While gold rose and iron ore and oil fell last week (see separate stories), the surprise in commodity markets was a sharp fall in copper prices (with zinc not far behind) in the wake of Donald Trump’s latest escalation of his trade war with China.
In fact, Friday saw US and LME copper prices post their steepest weekly fall in a year in the wake of Trump’s latest trade war tweets.
Trump’s announcement sent shockwaves through global markets, pushing shares, bond yields, oil lower and gold higher.
Trump’s tweets saw the US dollar jump to two-year high ahead of US July jobs data, and helped push China’s yuan lower.
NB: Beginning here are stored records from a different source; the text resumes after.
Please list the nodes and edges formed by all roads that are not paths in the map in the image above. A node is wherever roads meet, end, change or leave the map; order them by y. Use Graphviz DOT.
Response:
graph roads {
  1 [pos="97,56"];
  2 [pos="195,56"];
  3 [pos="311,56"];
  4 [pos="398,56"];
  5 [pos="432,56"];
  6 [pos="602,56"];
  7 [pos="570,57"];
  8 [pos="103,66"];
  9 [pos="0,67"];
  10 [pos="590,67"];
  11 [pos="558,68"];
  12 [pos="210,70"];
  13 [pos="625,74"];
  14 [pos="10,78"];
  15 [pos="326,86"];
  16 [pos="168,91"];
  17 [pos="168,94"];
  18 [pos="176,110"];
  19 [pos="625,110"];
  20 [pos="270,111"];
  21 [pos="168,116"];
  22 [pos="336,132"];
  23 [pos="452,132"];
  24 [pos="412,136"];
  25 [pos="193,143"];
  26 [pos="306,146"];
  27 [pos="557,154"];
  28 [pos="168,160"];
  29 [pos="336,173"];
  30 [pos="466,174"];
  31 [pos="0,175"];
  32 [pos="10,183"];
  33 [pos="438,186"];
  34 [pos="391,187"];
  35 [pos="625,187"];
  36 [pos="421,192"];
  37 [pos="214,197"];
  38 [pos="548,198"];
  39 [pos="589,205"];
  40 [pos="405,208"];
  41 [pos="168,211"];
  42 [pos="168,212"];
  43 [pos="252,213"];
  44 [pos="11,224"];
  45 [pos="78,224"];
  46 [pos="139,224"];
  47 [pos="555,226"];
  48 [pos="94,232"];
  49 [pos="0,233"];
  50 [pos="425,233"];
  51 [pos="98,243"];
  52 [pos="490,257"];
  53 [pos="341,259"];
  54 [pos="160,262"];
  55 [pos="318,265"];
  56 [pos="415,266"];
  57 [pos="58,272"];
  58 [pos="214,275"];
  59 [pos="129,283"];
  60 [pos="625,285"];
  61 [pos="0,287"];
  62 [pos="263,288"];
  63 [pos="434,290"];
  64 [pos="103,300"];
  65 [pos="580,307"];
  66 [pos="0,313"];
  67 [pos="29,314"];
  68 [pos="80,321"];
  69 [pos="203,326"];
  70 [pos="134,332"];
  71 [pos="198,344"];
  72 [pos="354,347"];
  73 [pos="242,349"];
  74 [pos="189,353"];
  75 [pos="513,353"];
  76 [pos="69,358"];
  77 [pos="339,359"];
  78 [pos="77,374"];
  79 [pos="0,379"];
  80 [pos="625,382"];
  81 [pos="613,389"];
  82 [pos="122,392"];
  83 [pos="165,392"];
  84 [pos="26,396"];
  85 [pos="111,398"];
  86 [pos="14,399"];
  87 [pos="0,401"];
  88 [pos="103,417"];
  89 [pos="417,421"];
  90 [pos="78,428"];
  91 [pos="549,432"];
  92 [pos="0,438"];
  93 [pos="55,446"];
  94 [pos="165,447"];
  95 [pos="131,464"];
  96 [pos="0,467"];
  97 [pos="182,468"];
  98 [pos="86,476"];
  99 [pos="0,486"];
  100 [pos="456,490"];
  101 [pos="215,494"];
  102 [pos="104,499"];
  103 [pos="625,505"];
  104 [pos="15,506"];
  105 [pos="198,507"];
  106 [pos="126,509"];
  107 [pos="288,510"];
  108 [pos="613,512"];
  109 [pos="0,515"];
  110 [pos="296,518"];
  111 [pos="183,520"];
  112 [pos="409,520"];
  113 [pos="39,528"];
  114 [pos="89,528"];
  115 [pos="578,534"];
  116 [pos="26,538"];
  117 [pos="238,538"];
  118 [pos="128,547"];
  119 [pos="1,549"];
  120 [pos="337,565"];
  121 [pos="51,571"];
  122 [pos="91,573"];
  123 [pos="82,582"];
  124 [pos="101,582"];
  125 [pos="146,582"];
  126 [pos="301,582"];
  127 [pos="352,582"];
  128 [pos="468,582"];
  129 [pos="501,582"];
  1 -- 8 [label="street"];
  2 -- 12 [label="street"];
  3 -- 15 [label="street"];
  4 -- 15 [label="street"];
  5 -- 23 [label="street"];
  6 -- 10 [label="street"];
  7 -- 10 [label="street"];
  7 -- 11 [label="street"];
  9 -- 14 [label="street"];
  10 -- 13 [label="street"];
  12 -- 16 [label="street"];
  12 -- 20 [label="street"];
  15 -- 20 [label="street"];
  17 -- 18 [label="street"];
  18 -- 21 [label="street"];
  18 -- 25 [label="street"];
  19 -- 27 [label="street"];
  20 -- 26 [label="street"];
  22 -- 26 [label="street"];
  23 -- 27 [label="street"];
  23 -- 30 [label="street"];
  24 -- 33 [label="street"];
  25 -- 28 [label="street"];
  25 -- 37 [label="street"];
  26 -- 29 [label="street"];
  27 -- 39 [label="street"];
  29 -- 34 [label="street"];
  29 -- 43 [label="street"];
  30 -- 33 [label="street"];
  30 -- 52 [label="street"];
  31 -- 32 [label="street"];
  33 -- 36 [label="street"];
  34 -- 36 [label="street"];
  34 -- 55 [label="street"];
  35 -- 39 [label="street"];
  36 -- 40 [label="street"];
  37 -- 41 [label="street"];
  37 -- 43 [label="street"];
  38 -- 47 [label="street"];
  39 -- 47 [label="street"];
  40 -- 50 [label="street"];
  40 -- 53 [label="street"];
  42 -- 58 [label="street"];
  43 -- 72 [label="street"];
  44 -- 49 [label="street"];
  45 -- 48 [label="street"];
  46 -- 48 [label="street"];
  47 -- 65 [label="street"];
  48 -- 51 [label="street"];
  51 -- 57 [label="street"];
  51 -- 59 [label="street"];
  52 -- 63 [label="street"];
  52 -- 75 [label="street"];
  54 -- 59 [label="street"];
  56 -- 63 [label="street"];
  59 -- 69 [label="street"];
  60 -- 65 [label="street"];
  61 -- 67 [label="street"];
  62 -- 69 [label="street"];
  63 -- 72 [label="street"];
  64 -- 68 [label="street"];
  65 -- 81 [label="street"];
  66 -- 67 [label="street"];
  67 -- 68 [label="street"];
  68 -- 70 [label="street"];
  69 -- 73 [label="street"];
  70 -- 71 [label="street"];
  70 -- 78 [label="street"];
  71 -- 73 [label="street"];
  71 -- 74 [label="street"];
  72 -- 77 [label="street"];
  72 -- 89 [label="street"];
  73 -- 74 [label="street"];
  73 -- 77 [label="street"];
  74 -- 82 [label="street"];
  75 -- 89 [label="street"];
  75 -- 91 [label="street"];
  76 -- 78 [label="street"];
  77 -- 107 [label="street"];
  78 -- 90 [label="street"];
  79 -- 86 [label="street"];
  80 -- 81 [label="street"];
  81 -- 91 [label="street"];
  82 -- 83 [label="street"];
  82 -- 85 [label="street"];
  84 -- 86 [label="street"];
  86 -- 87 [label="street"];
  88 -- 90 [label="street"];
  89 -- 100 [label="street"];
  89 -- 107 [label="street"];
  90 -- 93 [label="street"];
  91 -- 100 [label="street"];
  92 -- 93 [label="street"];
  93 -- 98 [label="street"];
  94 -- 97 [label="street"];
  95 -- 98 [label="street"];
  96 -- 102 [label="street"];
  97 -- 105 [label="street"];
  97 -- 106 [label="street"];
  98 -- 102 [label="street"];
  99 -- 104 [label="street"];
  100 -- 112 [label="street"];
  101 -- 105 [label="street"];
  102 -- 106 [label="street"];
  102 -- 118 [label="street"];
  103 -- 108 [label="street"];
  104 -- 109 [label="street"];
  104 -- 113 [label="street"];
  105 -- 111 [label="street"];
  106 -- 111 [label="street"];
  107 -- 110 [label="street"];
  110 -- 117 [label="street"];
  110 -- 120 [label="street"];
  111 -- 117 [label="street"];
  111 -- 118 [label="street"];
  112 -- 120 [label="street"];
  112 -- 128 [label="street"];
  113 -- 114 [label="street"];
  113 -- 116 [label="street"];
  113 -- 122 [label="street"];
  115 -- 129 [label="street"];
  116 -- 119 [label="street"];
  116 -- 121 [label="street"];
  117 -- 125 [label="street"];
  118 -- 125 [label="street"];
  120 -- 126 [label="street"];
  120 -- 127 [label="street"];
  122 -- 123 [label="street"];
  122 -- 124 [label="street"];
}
The Aussie dollar also suffered, hitting a low of 67.63 US cents before it saw a late rebound to end at 68.02. The low on Friday was the lowest the currency has been since early 2009.
Industrial metals fell sharply (where China is the world’s biggest buyer, as it is for oil, iron ore but not gold), with zinc tumbling to its lowest in 11 months.
Three months copper on the London Metal Exchange ended 2.9% lower on Friday at $US5,729.50 a tonne after earlier matching a January low of $US5,725 a tonne.
In New York it was a similar story with Comex September copper falling 9.4 cents, or 3.5% on Friday, to $US2.5715 a pound, ending 4.2% lower for the week. That’s the lowest Comex copper has been from the start of March this year.
Friday saw LME zinc fall 2.2% to $US2,351 a tonne, nickel eased 1% to $US14,450, lead shed 1.9% to $US1,952, tin lost 2% to $US16,975 and aluminium was 0.6% lower at $US1,770.
LME copper was around 4% lower this week, the biggest weekly fall since August of last year
LME copper down around 20% from highs in June last year.
The Fed’s rate cut midweek had no impact on metals and other commodities, it was Trump’s latest trade tweets that did all the damage.